:: Exercise directions ::
Scan the records below. Copy every line in which the word "Right" appears.

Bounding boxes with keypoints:
-----
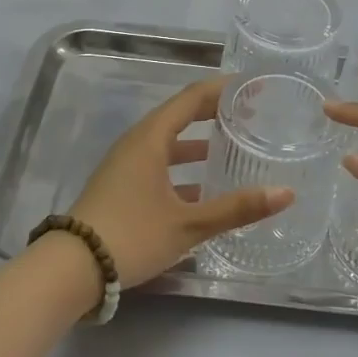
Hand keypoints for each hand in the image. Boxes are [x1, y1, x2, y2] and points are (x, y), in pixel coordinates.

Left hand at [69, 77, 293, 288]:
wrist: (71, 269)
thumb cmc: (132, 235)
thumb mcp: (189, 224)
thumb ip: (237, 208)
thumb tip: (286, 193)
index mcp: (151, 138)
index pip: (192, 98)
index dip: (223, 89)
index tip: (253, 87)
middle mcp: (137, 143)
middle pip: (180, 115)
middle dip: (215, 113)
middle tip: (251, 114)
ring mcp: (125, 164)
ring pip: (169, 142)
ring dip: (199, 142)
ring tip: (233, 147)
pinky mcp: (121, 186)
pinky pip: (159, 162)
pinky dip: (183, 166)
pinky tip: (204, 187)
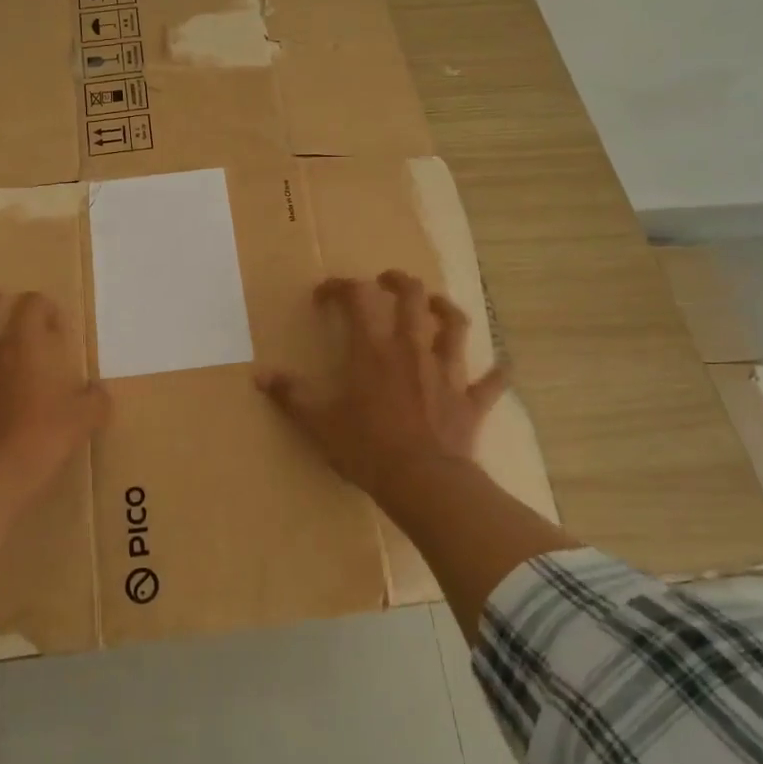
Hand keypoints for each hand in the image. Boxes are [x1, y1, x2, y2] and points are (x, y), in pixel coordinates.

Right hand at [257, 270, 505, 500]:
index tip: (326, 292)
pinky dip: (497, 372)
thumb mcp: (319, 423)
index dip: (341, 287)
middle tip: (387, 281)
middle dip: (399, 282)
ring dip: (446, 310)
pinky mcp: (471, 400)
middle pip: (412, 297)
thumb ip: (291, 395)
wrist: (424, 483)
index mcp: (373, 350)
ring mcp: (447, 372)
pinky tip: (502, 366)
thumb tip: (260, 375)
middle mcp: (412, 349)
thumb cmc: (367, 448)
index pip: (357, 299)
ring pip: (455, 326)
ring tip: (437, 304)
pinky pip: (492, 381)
-----
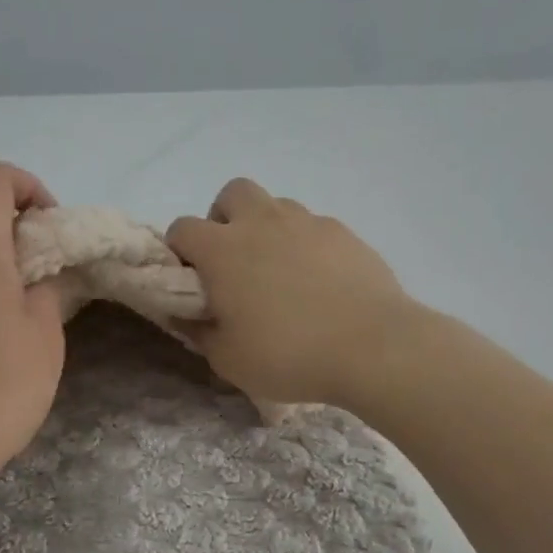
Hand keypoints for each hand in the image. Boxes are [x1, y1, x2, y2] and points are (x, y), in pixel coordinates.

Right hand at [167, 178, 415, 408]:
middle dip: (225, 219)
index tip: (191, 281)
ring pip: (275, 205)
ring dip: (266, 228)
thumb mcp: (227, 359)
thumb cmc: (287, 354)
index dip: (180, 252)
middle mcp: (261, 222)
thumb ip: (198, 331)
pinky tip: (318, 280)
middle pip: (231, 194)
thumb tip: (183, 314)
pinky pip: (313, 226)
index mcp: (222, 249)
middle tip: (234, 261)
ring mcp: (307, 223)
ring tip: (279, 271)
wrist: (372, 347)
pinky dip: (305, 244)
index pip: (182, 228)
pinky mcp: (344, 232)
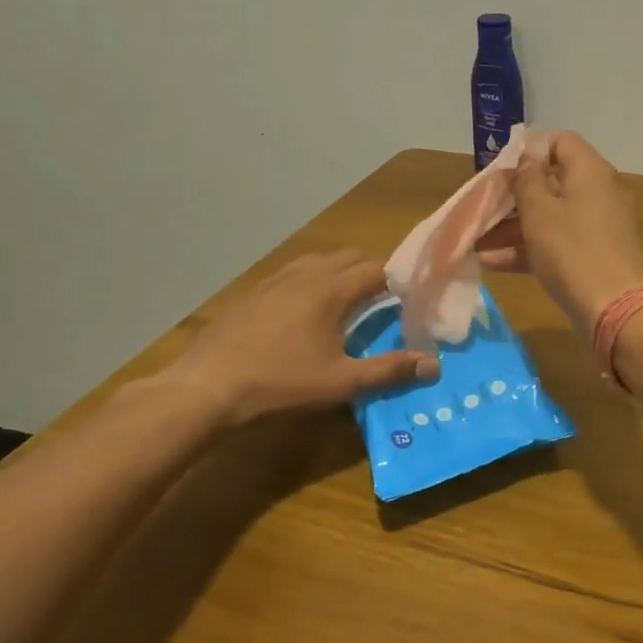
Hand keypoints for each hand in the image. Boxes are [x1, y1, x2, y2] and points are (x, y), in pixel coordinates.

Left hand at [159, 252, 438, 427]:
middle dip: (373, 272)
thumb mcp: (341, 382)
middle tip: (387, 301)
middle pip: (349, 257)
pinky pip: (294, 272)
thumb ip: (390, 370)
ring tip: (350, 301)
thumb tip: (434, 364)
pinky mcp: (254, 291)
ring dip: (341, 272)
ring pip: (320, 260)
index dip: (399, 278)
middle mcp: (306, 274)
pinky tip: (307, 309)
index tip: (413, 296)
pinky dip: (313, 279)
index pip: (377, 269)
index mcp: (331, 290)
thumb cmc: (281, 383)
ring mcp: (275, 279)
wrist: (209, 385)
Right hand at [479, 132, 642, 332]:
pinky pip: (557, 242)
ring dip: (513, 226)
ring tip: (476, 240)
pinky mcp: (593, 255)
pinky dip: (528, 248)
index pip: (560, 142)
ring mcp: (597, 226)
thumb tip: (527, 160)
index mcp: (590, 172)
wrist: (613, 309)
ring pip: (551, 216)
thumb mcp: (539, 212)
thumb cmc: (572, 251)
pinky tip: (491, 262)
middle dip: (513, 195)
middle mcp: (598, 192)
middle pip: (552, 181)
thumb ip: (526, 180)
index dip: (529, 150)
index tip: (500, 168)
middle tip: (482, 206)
-----
:: Output ::
Right hand at [257, 270, 505, 500]:
Right hand at [167, 178, 415, 408]:
Right hand at [479, 132, 642, 332]:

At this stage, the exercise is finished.